The FlexFlow guys can correct me if I'm wrong, but from my observation of their code they don't do what your ML application is doing which is making one big region, and then slicing for each of the batches. Instead they make a single logical region for doing training on a batch, and they map multiple batches onto that same logical region across top-level training iterations. They can do that because they know they are doing training.

This was a good hint though. I think I can make progress on this by mapping the "data" array onto a numpy array, rather than a cunumeric array, and then attach slices of the numpy array into cunumeric arrays, avoiding this problem. An initial test seems to be working out for me, though it's kind of a hack IMO.

lightsighter commented 1 year ago

The runtime overhead increasing I see seems to be related to the number of index expressions/spaces/instances that are "leaked".

We should profile that. I'm betting the issue comes with the congruence testing. If you have a bunch of index spaces that are all the same size, it's really hard for Legion to test for congruence to deduplicate index space expressions right now. I know where the acceleration data structure for that lookup needs to go, but I would want to confirm that that is the cause of the problems before I implement it.

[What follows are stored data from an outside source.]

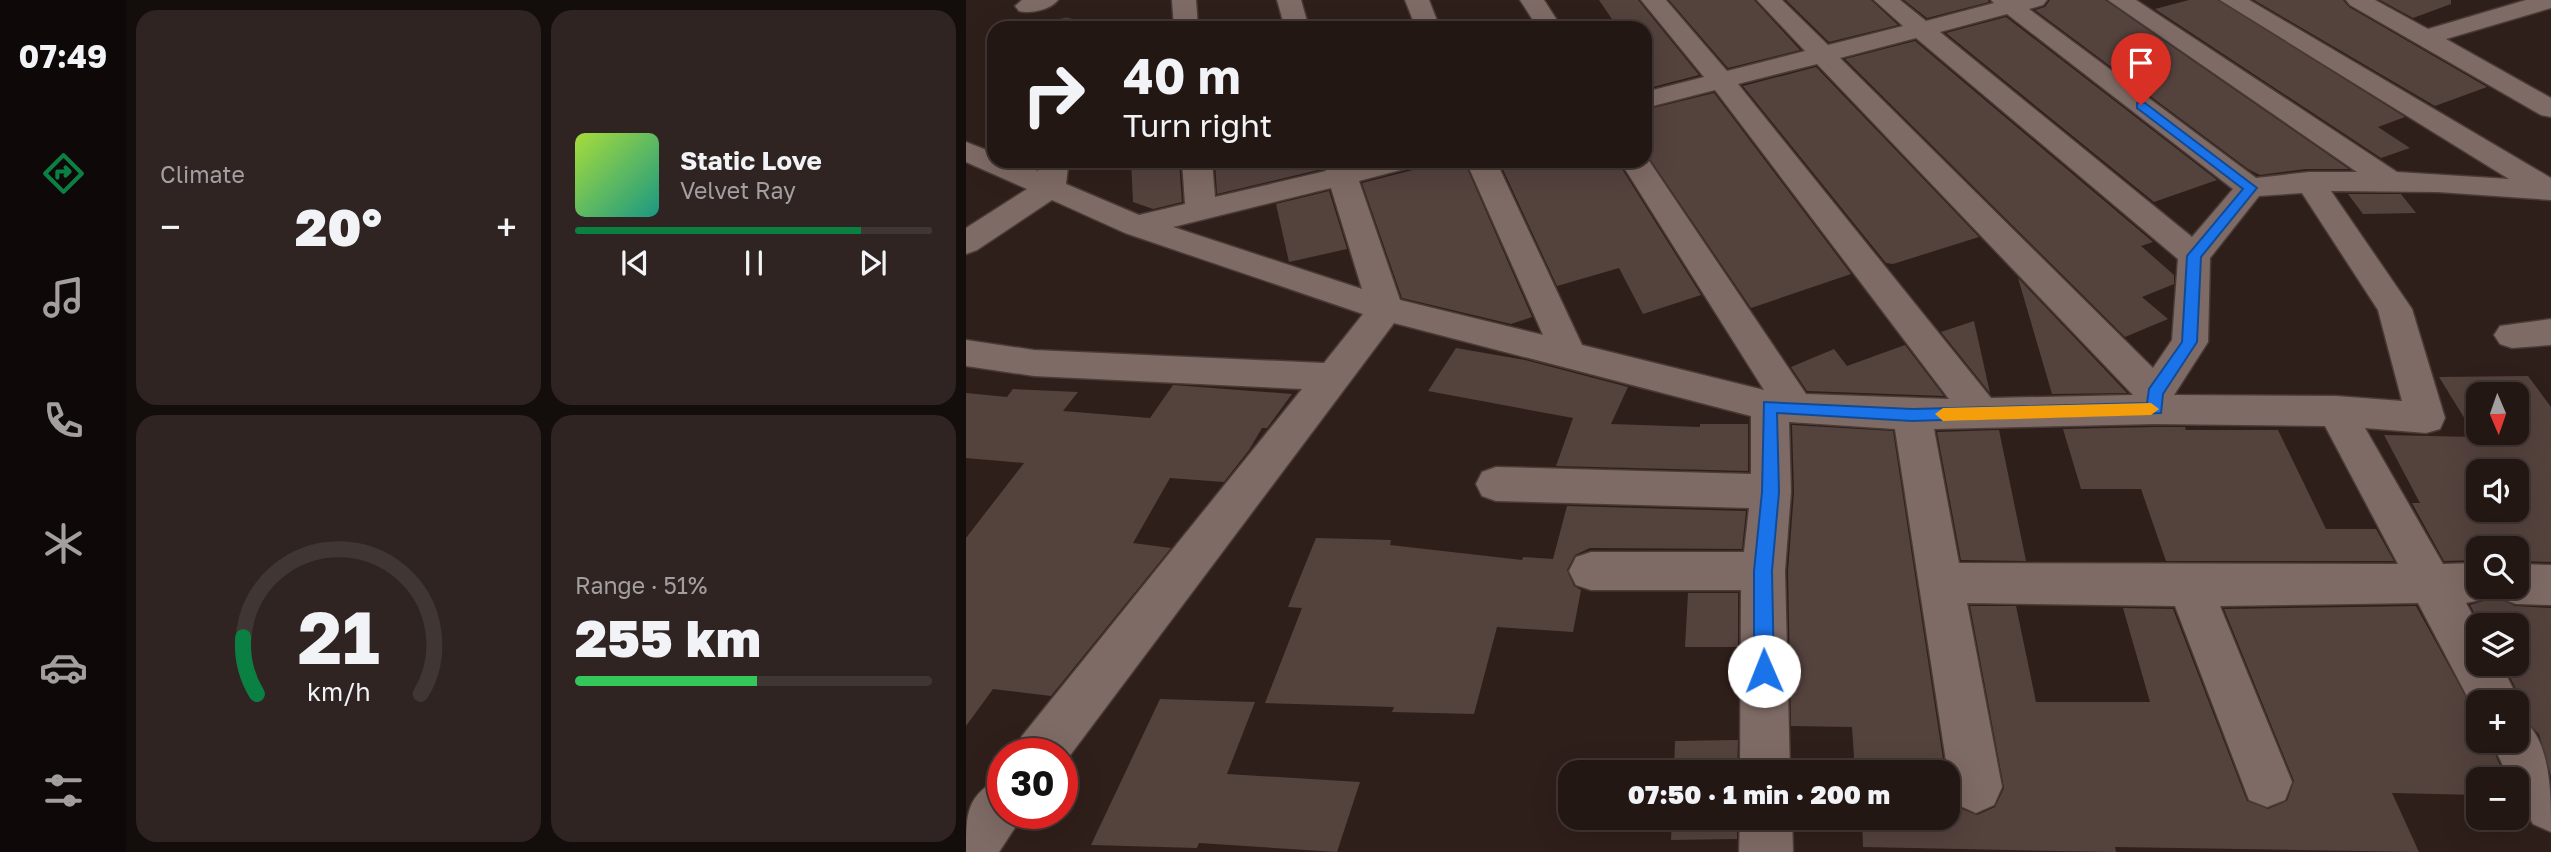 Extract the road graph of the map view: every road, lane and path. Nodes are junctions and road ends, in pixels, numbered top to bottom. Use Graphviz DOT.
graph roads {
  1 [pos="1184,0"];
  2 [pos="1289,0"];
  3 [pos="1416,0"];
  4 [pos="1532,0"];
  5 [pos="1653,0"];
  6 [pos="1769,0"];
  7 [pos="1886,0"];
  8 [pos="2120,0"];
  9 [pos="2232,0"];
  10 [pos="2358,0"];
  11 [pos="2550,0"];
  12 [pos="2016,2"];
  13 [pos="1186,21"];
  14 [pos="1295,21"];
  15 [pos="1425,21"];
  16 [pos="1546,21"];
  17 [pos="1920,30"];
  18 [pos="2425,38"];
  19 [pos="1822,55"];
  20 [pos="1721,80"];
  21 [pos="2551,80"];
  22 [pos="2501,82"];
  23 [pos="1652,98"];
  24 [pos="2551,109"];
  25 [pos="966,151"];
  26 [pos="987,157"];
  27 [pos="1030,168"];
  28 [pos="1198,168"];
  29 [pos="1484,168"];
  30 [pos="1638,168"];
  31 [pos="1340,169"];
  32 [pos="1052,174"];
  33 [pos="2387,179"];
  34 [pos="2309,181"];
  35 [pos="2250,188"];
  36 [pos="2551,191"];
  37 [pos="1201,210"];
  38 [pos="1136,226"];
  39 [pos="966,243"];
  40 [pos="2194,256"];
  41 [pos="1387,309"];
  42 [pos="2551,332"];
  43 [pos="2512,335"];
  44 [pos="966,353"];
  45 [pos="1570,357"];
  46 [pos="1334,377"];
  47 [pos="2155,401"];
  48 [pos="1782,407"];
  49 [pos="2336,411"];
  50 [pos="1980,413"];
  51 [pos="1912,415"];
  52 [pos="1496,484"];
  53 [pos="1770,492"];
  54 [pos="1591,570"];
  55 [pos="1763,571"];
  56 [pos="2432,582"];
  57 [pos="1942,583"];
  58 [pos="2466,583"];
  59 [pos="2529,584"];
  60 [pos="2551,585"];
  61 [pos="2190,586"];
  62 [pos="2490,690"];
  63 [pos="1053,738"];
  64 [pos="2523,753"];
  65 [pos="1765,760"];
  66 [pos="2267,782"];
  67 [pos="1976,788"];
  68 [pos="2551,806"];
  69 [pos="987,824"];
  70 [pos="1766,830"];
  71 [pos="966,852"];
  72 [pos="1766,852"];
  1 -- 13 [label="street"];
  2 -- 14 [label="street"];
  3 -- 15 [label="street"];
  4 -- 16 [label="street"];
  5 -- 20 [label="street"];
  6 -- 19 [label="street"];
  7 -- 17 [label="street"];
  8 -- 33 [label="street"];
  9 -- 36 [label="street"];
  10 -- 18 [label="street"];
  11 -- 18 [label="street"];
  12 -- 17 [label="street"];
  12 -- 35 [label="street"];
  17 -- 19 [label="street"];
  17 -- 40 [label="street"];
  18 -- 22 [label="street"];
  19 -- 20 [label="street"];
  19 -- 47 [label="street"];
  20 -- 23 [label="street"];
  20 -- 50 [label="street"];
  21 -- 22 [label="street"];
  22 -- 24 [label="street"];
  25 -- 26 [label="street"];
  27 -- 32 [label="street"];
  28 -- 37 [label="street"];
  29 -- 45 [label="street"];
  30 -- 48 [label="street"];
  31 -- 37 [label="street"];
  31 -- 41 [label="street"];
  32 -- 38 [label="street"];
  32 -- 39 [label="street"];
  33 -- 34 [label="street"];
  33 -- 36 [label="street"];
  34 -- 35 [label="street"];
  34 -- 49 [label="street"];
  35 -- 40 [label="street"];
  37 -- 38 [label="street"];
  38 -- 41 [label="street"];
  40 -- 47 [label="street"];
  41 -- 45 [label="street"];
  41 -- 46 [label="street"];
  42 -- 43 [label="street"];
  44 -- 46 [label="street"];
  45 -- 48 [label="street"];
  46 -- 63 [label="street"];
  47 -- 49 [label="street"];
  47 -- 50 [label="street"];
  48 -- 51 [label="street"];
  48 -- 53 [label="street"];
  49 -- 56 [label="street"];
  50 -- 51 [label="street"];
  51 -- 57 [label="street"];
  52 -- 53 [label="street"];
  53 -- 55 [label="street"];
  54 -- 55 [label="street"];
  55 -- 65 [label="street"];
  56 -- 58 [label="street"];
  56 -- 61 [label="street"];
  56 -- 62 [label="street"];
  57 -- 61 [label="street"];
  57 -- 67 [label="street"];
  59 -- 60 [label="street"];
  61 -- 66 [label="street"];
  64 -- 68 [label="street"];
  69 -- 71 [label="street"];
  70 -- 72 [label="street"];
}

The application loads up a large sparse matrix, randomly sorts the coordinates, and then selects slices from the matrix to use as the training set for that particular epoch.

In general Legion partitions are much better when they correspond to something associated with the physical machine rather than something associated with the properties of the data, but we can try to make it work better when we have tons of partitions.

rohany commented 1 year ago

It doesn't show up that noticeably in profiles (at least to me) -- http://sapling.stanford.edu/~rohany/sparseml-no-mapper-rec-inst. All I can tell is that there's an increase in utility processor utilization near the end of this profile.

In general Legion partitions are much better when they correspond to something associated with the physical machine rather than something associated with the properties of the data, but we can try to make it work better when we have tons of partitions.

Yeah, I agree. However, that's not something a NumPy user is thinking about when slicing up their data.

lightsighter commented 1 year ago

All I can tell is that there's an increase in utility processor utilization near the end of this profile.

That profile still looks pretty limited on the Python processor to me. The runtime overhead is ticking up very gradually, but I'm not sure that is a meaningful signal. It could be but I wouldn't bother worrying about it until it starts to dominate performance at which point it would be much more obvious what is going on.

Yeah, I agree. However, that's not something a NumPy user is thinking about when slicing up their data.

I agree, I just think that it's Legate's job to figure out the partitions and map them on to Legion better. A little bit of bounded lazy evaluation and analysis of slices of the program would go a long way here.

rohany commented 1 year ago

That profile still looks pretty limited on the Python processor to me.

it's true, but there's nothing I can do about that for this application -- the workload is fixed.

It could be but I wouldn't bother worrying about it until it starts to dominate performance at which point it would be much more obvious what is going on.

The performance difference does become noticeable though (I guess I can't take a long enough profile to see it), but this is ~3 epochs. After 10-15 training epochs the epoch time becomes double the initial time.

lightsighter commented 1 year ago

The performance difference does become noticeable though (I guess I can't take a long enough profile to see it), but this is ~3 epochs. After 10-15 training epochs the epoch time becomes double the initial time.

Take a large profile and then prune out all but the last 20 seconds or so of execution time.